Steibs Hof

aus Wikipedia, der freien Enzyklopädie
Zur Navigation springen Zur Suche springen
Das Portal von Steibs Hof (2017)

Steibs Hof ist ein Gebäudekomplex in der Nikolaistraße 28–32 in Leipzig. Er besitzt eine als Dussmann-Passage bezeichnete Durchgangsverbindung zum Brühl 64 (Dussmann-Haus). Sowohl Steibs Hof als auch die Fassade des Dussmann-Hauses stehen unter Denkmalschutz.[1]

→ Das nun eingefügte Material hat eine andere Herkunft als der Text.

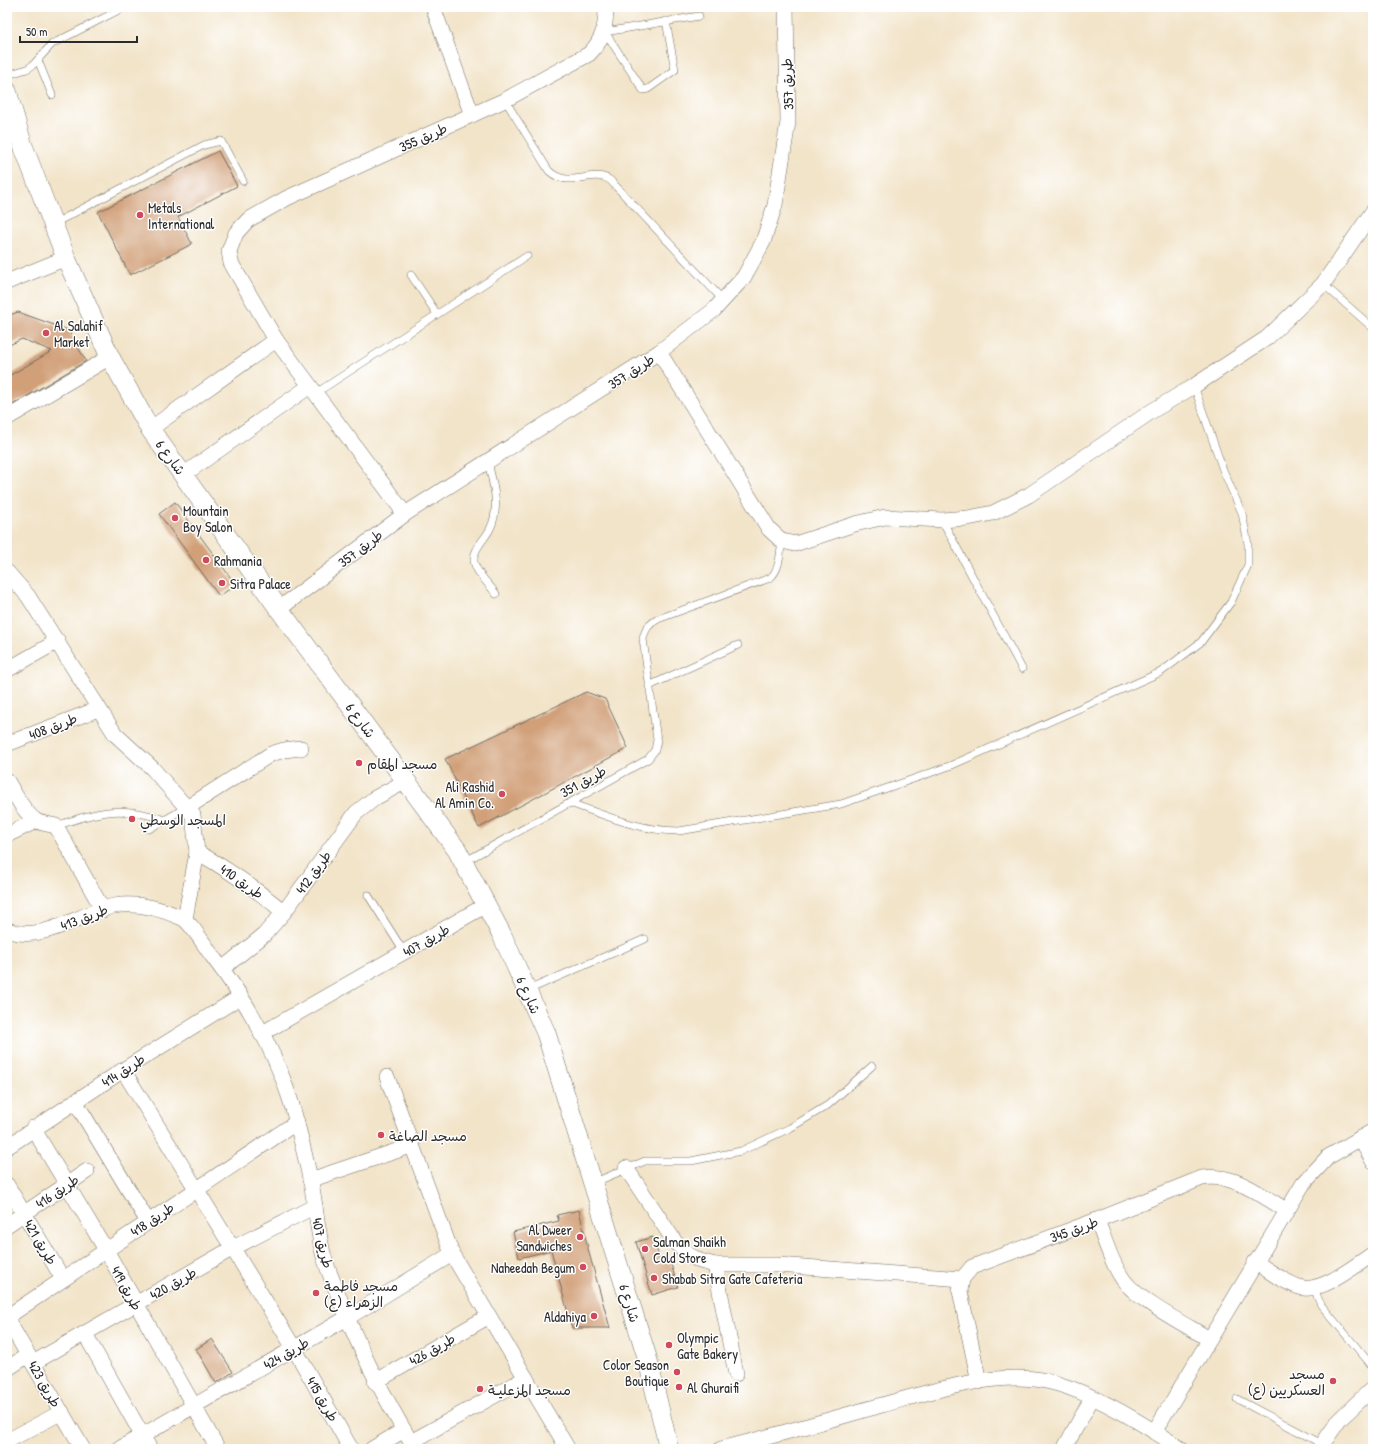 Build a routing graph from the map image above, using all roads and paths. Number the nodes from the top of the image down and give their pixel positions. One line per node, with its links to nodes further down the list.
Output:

Geschichte[Bearbeiten | Quelltext bearbeiten]

Im Jahr 1907 errichtete der Leipziger Baumeister Felix Steib nach eigenen Plänen das nach ihm benannte Geschäftshaus mit der Absicht der Nutzung als Messehaus. Die vorgesehene Zweckbestimmung zeigt sich am Bauschmuck, der sich auf Industrie und Handel bezieht. Zur Errichtung des Hauses wurden drei Vorgängerbauten aus dem 17. Jahrhundert abgerissen, die im Mittelrisalit des Gebäudes plastisch dargestellt sind.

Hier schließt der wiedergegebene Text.